Bij het opstellen van deze wet is een strenge selectie gemaakt ten aanzien van de op te nemen wetswijzigingen. Beoogd wordt hiermee uitvoering te geven aan de toezegging van de Minister van Sociale Zaken en Werkgelegenheid gedaan tijdens de behandeling van de Veegwet SZW 1998 in de Eerste Kamer om geen inhoudelijke voorstellen meer te zullen opnemen in een voor louter technische onderwerpen bedoelde veegwet (Kamerstukken II 1998/99, 26 239 nr. 109a I en 109c I). Gevolg hiervan is echter dat er, naast deze wet, in de loop van het jaar nog een aantal kleinere, meer inhoudelijke wetten, bij de Kamer zal worden ingediend teneinde andere onvolkomenheden in wetten weg te nemen.

1.2 Opschorten intrekking Besluit beslistermijnen sociale verzekerings- wetten

In bijna alle socialeverzekeringswetten is geregeld dat bij algemene maatregel van bestuur (amvb) regels kunnen worden gesteld met betrekking tot de termijn waarbinnen een beschikking op aanvraag dient te worden gegeven. Deze regels zijn neergelegd in het Besluit beslistermijnen sociale verzekeringswetten. Omdat het de bedoeling is de beslistermijnen in de formele wetten zelf op te nemen, is in de socialeverzekeringswetten telkens bepaald dat dit besluit op 1 januari 2000 vervalt.

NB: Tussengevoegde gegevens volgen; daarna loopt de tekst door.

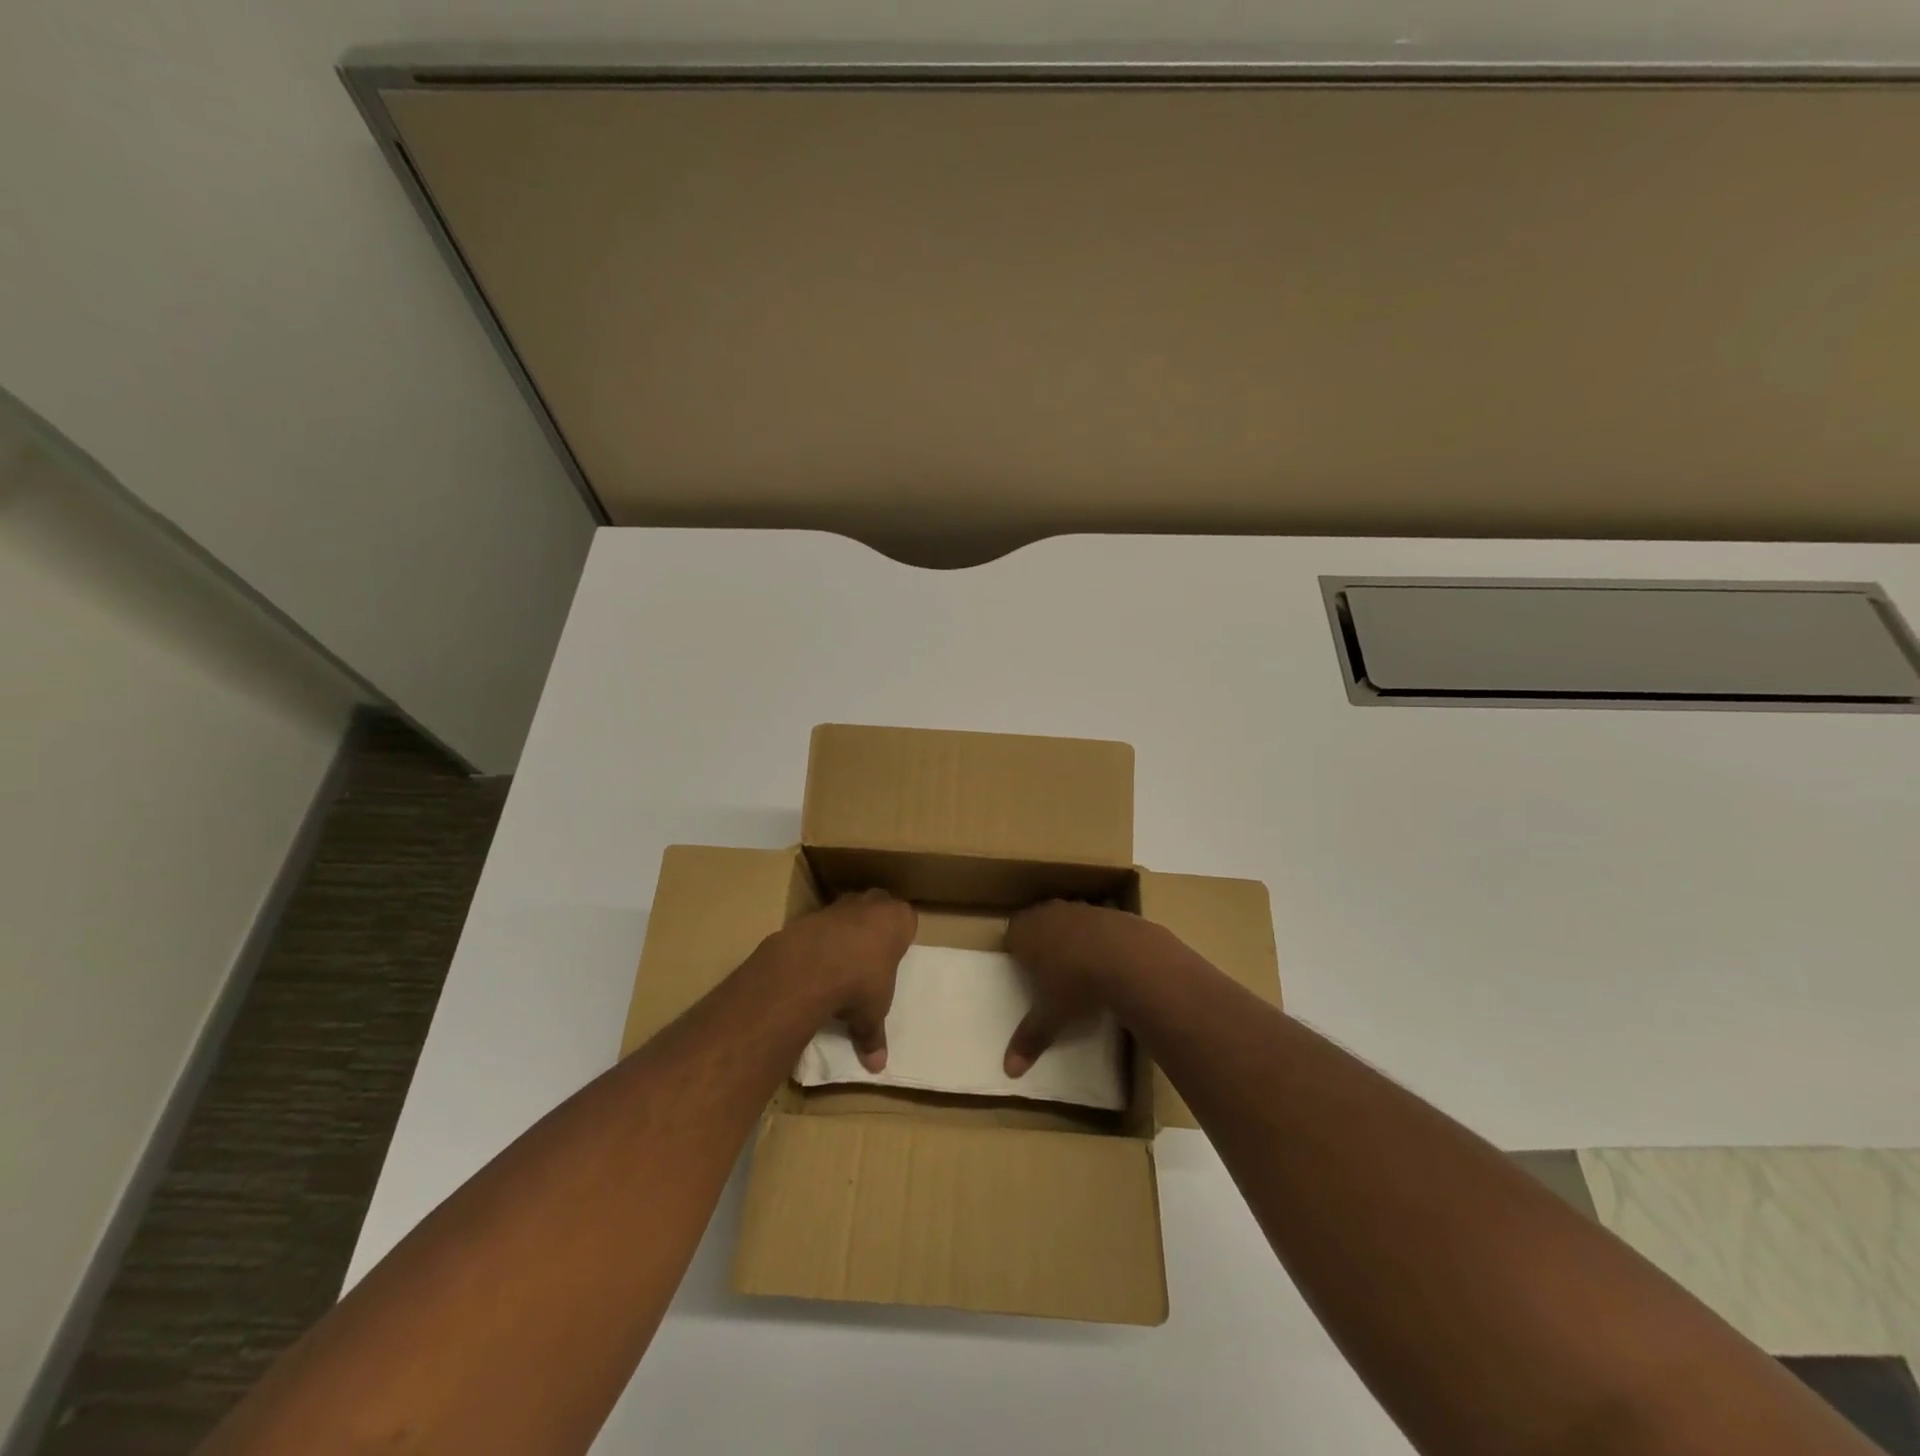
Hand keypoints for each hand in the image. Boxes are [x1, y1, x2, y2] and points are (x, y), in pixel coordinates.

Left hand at [772, 889, 915, 1072]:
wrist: (811, 965)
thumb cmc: (861, 982)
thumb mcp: (873, 1013)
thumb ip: (874, 1035)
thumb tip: (877, 1067)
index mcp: (898, 919)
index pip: (907, 921)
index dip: (899, 939)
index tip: (892, 957)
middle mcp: (872, 904)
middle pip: (878, 908)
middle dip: (873, 927)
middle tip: (869, 957)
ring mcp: (841, 904)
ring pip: (849, 912)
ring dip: (845, 932)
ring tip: (839, 963)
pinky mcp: (812, 913)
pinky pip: (821, 925)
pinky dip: (819, 940)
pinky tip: (815, 964)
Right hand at [1003, 900, 1173, 1077]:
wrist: (1127, 958)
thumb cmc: (1075, 984)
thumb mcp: (1050, 1016)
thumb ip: (1029, 1039)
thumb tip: (1008, 1071)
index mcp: (1025, 931)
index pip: (1011, 934)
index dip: (1017, 950)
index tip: (1024, 970)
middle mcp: (1049, 913)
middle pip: (1038, 922)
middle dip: (1042, 942)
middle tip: (1049, 970)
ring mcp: (1081, 909)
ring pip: (1068, 920)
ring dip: (1072, 938)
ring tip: (1081, 967)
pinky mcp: (1110, 912)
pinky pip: (1097, 924)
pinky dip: (1099, 939)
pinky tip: (1109, 961)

De meeste nu geldende – in het besluit neergelegde – termijnen zijn langer dan de «redelijke termijn» (acht weken) uit de Algemene wet bestuursrecht. Het was de bedoeling bij het opnemen van termijnen in de socialeverzekeringswetten tegelijkertijd waar mogelijk de huidige termijnen te bekorten.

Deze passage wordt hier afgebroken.